[Opening DATA FOR THIS EXERCISE section]
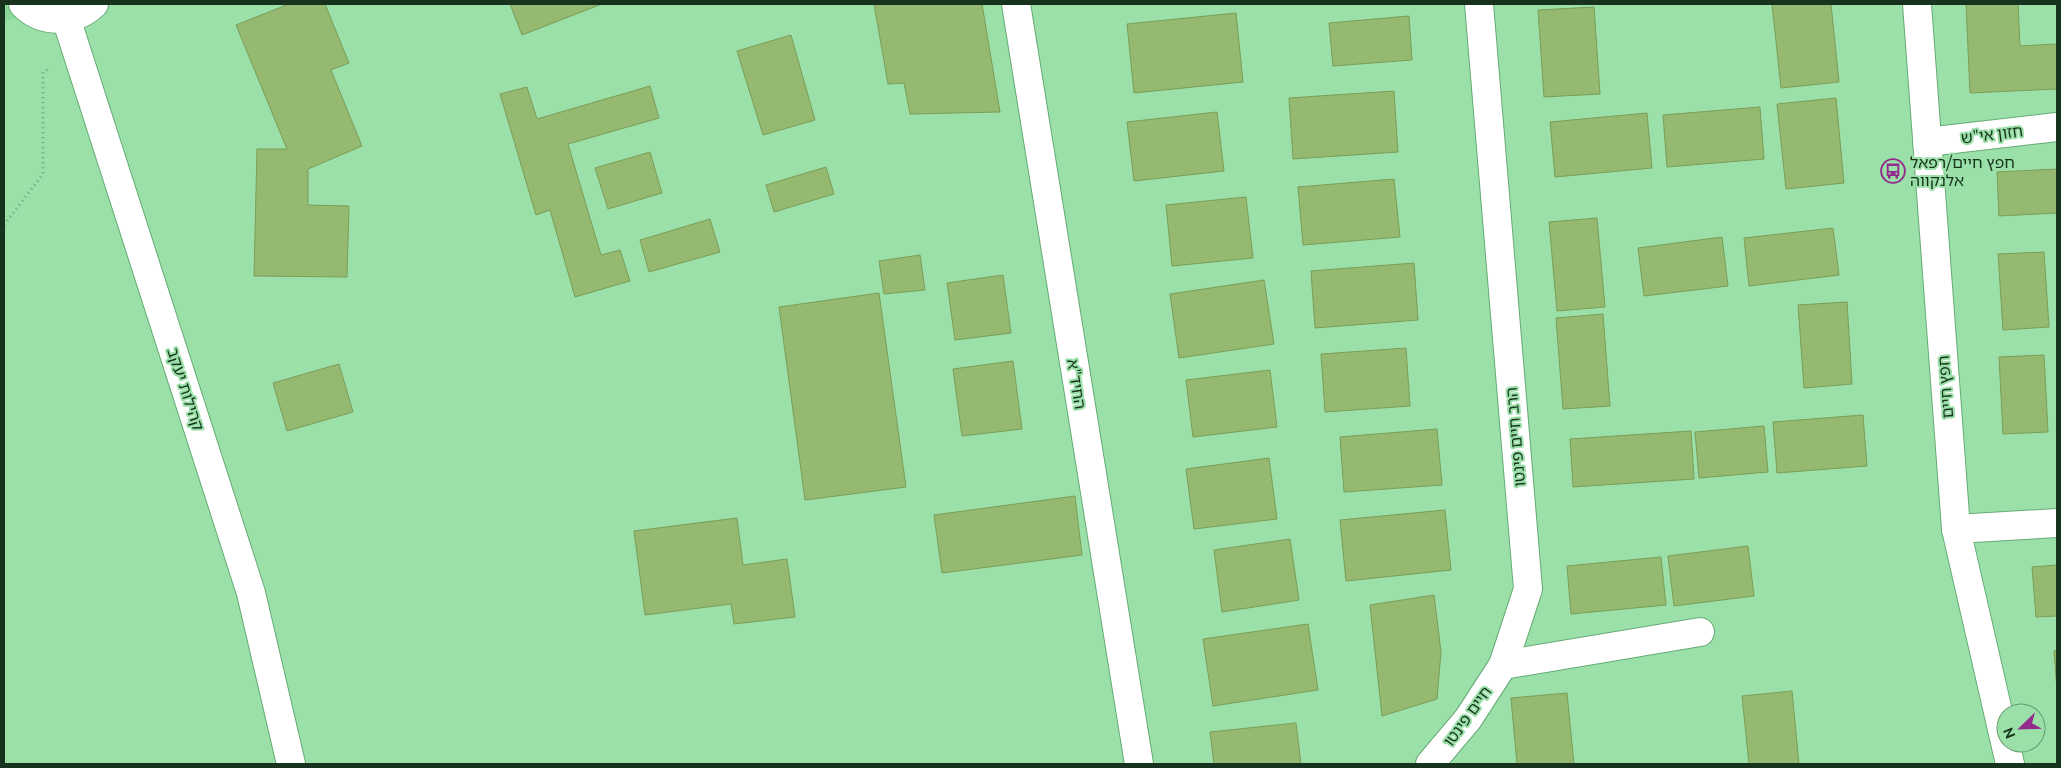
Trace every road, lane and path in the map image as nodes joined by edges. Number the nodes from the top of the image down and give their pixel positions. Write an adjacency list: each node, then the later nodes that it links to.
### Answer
[Closing DATA FOR THIS EXERCISE section]
[Opening DATA FOR THIS EXERCISE section]
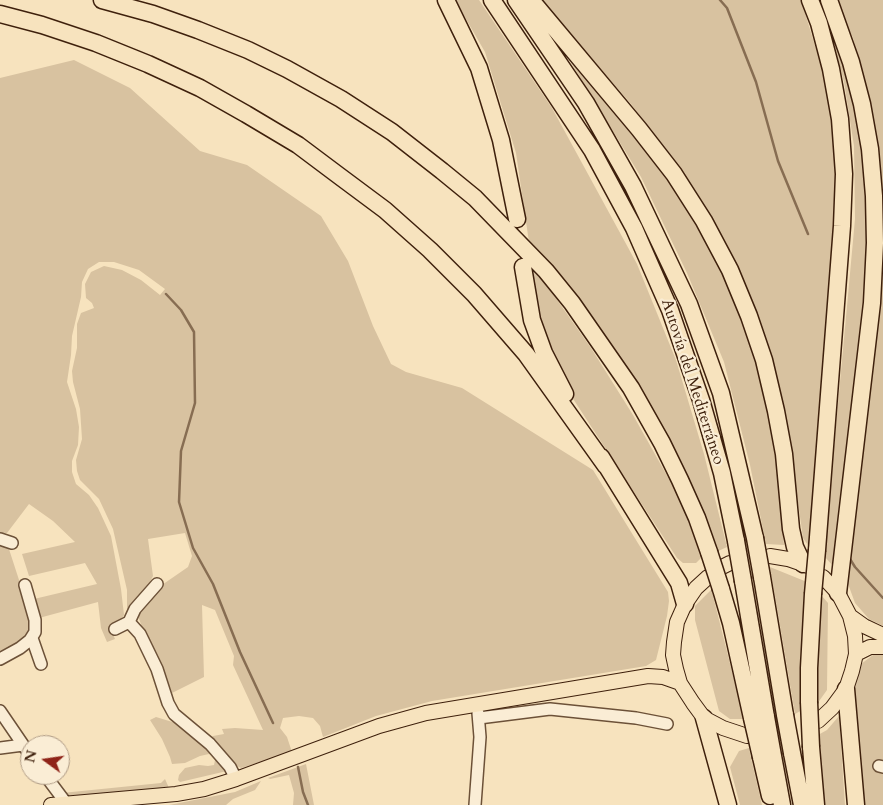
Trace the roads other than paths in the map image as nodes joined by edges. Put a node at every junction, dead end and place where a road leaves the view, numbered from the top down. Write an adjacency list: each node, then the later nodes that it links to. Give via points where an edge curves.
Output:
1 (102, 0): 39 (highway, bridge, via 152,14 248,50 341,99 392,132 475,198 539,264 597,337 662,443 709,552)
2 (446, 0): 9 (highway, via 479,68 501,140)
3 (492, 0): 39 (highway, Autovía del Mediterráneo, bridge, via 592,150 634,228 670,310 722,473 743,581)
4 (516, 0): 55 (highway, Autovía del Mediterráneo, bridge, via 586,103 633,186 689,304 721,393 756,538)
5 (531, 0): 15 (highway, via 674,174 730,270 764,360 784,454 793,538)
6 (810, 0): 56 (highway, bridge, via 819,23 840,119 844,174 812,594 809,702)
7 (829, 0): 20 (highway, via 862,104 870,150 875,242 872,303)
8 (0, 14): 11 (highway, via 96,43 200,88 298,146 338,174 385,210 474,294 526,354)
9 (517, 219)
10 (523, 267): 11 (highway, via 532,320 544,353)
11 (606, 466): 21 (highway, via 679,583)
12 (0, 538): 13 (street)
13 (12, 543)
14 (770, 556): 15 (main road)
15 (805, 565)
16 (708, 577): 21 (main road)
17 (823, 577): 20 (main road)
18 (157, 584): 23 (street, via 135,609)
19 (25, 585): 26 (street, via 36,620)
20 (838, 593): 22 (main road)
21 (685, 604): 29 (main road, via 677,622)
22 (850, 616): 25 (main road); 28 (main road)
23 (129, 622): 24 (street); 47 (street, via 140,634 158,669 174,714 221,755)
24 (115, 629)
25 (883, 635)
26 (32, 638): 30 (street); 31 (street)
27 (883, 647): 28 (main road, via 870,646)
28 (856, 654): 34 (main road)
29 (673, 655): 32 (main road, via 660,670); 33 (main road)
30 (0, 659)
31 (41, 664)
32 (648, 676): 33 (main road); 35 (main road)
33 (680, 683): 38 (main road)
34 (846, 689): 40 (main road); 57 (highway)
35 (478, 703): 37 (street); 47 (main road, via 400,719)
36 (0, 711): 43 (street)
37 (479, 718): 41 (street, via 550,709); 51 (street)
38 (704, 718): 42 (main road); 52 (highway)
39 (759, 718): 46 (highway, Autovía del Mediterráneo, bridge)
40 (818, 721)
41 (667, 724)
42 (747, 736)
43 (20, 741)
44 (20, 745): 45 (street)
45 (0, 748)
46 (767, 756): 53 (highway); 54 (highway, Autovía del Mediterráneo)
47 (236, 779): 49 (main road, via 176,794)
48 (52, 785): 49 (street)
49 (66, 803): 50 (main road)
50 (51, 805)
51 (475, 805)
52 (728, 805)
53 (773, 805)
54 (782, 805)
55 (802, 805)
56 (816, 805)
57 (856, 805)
[Closing DATA FOR THIS EXERCISE section]
PROBLEM REQUIREMENTS: What lines in the records above include the string "joined"? Copy each one.

SOLVED EXERCISE:
Trace every road, lane and path in the map image as nodes joined by edges. Number the nodes from the top of the image down and give their pixel positions. Write an adjacency list: each node, then the later nodes that it links to.
Trace the roads other than paths in the map image as nodes joined by edges. Put a node at every junction, dead end and place where a road leaves the view, numbered from the top down. Write an adjacency list: each node, then the later nodes that it links to. Give via points where an edge curves.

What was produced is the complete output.